Benny Safdie dikenal lewat gaya penyutradaraan intens dan penuh tekanan seperti di Uncut Gems. Kali ini ia menghadirkan sesuatu yang lebih sunyi namun tetap menggigit. Visualnya disajikan dengan campuran format VHS, 16mm, dan 65mm oleh sinematografer Maceo Bishop, menciptakan tekstur visual seperti arsip masa lalu yang hidup. Adegan-adegan pertarungan tak diiringi dentuman musik heroik, melainkan alunan jazz lembut dari Nala Sinephro, menciptakan kontras yang memikat antara brutalitas dan introspeksi.
Namun, tak semua berjalan mulus. Beberapa bagian film terasa repetitif — terutama saat Mark Kerr bolak-balik antara Jepang dan Amerika tanpa perkembangan emosional signifikan. Bagi sebagian penonton, gaya dokumenter Benny Safdie yang dingin bisa terasa terlalu jauh dari formula drama olahraga pada umumnya.

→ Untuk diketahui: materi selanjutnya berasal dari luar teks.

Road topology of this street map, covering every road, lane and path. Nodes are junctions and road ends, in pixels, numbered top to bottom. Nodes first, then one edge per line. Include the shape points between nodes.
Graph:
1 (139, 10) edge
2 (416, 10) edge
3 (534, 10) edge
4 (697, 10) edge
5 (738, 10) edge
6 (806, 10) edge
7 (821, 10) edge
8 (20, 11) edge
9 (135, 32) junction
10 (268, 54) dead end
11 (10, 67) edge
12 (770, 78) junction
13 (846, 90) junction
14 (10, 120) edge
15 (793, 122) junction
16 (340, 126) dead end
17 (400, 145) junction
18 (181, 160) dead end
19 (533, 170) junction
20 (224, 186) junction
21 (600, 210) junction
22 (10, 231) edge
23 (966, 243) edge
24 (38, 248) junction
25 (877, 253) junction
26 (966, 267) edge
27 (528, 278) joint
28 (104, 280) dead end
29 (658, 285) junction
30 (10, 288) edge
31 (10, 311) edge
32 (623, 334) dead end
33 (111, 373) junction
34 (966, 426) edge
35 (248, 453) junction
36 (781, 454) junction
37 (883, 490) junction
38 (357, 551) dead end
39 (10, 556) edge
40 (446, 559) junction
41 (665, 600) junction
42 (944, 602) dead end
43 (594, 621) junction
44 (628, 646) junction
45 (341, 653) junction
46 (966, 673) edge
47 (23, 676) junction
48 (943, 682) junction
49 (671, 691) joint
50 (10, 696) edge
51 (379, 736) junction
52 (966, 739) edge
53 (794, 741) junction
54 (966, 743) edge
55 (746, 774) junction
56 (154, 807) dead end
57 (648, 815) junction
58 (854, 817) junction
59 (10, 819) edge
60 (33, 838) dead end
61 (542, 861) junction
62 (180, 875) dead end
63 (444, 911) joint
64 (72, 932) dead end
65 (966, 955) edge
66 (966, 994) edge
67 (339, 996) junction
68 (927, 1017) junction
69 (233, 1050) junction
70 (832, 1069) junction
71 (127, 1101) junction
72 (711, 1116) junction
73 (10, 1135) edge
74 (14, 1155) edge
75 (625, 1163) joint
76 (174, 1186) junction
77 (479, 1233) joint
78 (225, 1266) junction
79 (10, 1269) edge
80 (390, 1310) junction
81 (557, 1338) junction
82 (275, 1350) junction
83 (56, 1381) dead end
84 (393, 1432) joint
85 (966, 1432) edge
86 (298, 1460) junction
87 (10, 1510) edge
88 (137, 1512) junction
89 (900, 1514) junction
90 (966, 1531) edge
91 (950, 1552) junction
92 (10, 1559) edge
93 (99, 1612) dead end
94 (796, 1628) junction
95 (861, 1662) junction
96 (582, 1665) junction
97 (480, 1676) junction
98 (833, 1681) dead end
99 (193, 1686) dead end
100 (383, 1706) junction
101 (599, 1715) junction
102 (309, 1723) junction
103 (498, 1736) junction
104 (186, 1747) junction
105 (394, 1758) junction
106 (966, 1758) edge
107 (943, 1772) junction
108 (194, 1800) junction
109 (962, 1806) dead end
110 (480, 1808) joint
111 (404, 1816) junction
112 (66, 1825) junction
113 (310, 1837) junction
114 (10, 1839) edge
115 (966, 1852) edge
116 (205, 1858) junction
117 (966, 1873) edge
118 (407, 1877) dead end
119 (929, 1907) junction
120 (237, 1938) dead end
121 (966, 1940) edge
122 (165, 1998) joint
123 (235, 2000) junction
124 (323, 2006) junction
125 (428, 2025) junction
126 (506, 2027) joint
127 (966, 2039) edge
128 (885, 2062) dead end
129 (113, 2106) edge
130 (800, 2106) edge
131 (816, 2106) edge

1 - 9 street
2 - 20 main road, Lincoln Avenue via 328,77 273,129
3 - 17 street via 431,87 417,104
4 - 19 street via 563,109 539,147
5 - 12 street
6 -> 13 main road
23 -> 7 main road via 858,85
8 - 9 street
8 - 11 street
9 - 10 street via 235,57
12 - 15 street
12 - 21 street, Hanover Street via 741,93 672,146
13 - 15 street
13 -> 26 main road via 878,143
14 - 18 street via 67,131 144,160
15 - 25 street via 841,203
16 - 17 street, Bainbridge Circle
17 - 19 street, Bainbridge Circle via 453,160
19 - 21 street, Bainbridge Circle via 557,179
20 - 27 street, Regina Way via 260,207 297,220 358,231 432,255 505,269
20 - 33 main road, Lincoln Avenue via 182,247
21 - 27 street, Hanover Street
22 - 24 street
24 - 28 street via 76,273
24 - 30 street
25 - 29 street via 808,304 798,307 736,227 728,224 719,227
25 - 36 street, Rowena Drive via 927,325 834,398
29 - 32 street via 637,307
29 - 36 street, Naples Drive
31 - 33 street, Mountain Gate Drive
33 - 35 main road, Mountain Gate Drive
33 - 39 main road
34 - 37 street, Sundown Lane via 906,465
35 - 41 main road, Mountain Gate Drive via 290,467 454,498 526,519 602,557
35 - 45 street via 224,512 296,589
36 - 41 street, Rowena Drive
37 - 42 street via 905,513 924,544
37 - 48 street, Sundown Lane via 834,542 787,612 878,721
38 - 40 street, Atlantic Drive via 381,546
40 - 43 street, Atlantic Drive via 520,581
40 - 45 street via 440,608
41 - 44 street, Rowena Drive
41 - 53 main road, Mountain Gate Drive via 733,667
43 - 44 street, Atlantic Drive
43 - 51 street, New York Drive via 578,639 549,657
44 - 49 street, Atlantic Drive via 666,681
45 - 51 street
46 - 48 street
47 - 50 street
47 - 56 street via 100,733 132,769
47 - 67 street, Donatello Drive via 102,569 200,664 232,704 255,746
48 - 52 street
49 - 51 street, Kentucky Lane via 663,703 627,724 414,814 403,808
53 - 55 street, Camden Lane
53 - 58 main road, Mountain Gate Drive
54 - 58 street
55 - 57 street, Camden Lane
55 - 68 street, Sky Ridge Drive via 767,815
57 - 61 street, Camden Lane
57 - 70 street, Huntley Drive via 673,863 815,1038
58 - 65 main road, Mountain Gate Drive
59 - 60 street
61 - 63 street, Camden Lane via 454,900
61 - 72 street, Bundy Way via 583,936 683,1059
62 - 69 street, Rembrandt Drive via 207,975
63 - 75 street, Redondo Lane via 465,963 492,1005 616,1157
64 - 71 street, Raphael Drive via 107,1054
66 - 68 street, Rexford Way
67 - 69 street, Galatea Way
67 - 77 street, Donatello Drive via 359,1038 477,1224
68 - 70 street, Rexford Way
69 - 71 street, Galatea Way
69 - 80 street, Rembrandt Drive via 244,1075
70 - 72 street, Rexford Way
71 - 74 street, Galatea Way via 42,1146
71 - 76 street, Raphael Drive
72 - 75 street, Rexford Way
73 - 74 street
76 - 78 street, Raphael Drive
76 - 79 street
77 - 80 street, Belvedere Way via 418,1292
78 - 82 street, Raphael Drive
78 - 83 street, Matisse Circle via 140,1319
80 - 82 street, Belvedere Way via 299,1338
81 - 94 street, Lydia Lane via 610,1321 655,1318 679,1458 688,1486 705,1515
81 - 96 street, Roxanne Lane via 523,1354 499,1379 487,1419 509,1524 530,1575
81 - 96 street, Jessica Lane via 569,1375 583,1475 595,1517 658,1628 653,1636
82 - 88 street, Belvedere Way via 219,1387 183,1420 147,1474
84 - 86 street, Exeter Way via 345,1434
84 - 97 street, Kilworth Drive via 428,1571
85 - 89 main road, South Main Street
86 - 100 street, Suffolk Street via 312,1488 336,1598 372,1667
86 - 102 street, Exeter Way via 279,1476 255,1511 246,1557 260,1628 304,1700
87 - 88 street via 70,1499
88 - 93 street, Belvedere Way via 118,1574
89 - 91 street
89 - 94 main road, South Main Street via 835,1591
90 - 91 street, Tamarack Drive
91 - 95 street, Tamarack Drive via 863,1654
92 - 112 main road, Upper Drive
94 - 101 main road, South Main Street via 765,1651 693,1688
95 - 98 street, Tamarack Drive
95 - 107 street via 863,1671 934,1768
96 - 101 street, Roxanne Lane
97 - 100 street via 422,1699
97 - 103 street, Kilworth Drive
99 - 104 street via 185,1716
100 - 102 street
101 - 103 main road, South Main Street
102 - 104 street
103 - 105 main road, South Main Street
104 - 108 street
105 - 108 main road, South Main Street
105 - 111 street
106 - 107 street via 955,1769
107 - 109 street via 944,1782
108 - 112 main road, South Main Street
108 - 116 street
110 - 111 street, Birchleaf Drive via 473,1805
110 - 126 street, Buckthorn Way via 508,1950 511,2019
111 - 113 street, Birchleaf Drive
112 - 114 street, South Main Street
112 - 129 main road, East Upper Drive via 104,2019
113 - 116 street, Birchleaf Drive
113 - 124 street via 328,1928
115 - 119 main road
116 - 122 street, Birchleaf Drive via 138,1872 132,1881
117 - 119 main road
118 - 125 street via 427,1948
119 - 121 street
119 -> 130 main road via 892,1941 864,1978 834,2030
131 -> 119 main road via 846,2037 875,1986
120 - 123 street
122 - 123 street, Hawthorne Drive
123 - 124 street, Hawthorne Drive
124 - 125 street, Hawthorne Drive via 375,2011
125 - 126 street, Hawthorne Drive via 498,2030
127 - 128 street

Transformasi Dwayne Johnson patut diacungi jempol. Dengan prostetik dan penampilan jauh dari citra heroik biasanya, ia menghadirkan Mark Kerr sebagai manusia yang keras di luar tapi rapuh di dalam. Lewat tatapan mata dan gestur kecil, Johnson memperlihatkan ketakutan, kesepian, dan rasa gagal yang menghantui seorang petarung yang tak terbiasa kalah.
Emily Blunt juga tampil kuat sebagai Dawn Staples. Ia tidak sekadar menjadi pelengkap, melainkan cermin bagi kerapuhan Mark Kerr. Momen-momen emosionalnya, terutama saat berusaha menahan tangis di depan kamera, menjadi salah satu adegan paling membekas di film ini.
Ryan Bader sebagai Mark Coleman dan Oleksandr Usyk sebagai Igor Vovchanchyn menambah keaslian film dengan latar belakang MMA mereka yang nyata. Hubungan persahabatan dan rivalitas antara Mark Kerr dan Mark Coleman bahkan terasa lebih menarik daripada kisah romansanya dengan Dawn.
Kekuatan utama film ini ada pada keberanian Dwayne Johnson melawan ekspektasi publik. Ia membuktikan dirinya bukan hanya bintang aksi, tapi juga aktor sejati yang mampu membawa beban emosi berat. Secara teknis, tata rias dan sinematografi tampil memukau, menghadirkan realisme yang kasar dan jujur.
Namun, kelemahannya terletak pada struktur cerita yang kurang menggigit di paruh kedua. Klimaksnya terasa mendadak dan kurang memberikan resolusi yang memuaskan. Meskipun demikian, pendekatan eksperimental Benny Safdie memberikan pengalaman sinematik yang langka di Hollywood.
The Smashing Machine bukan film untuk semua orang. Ini bukan tontonan aksi penuh ledakan seperti Fast & Furious atau Jumanji. Sebaliknya, film ini adalah potret kelam seorang legenda yang mencari jati diri di tengah kehancuran.
Dengan gaya dokumenter, akting luar biasa dari Johnson dan Blunt, serta penyutradaraan berani dari Benny Safdie, film ini menandai babak baru dalam karier The Rock — babak di mana ia akhirnya berhenti menjadi pahlawan super, dan mulai menjadi manusia.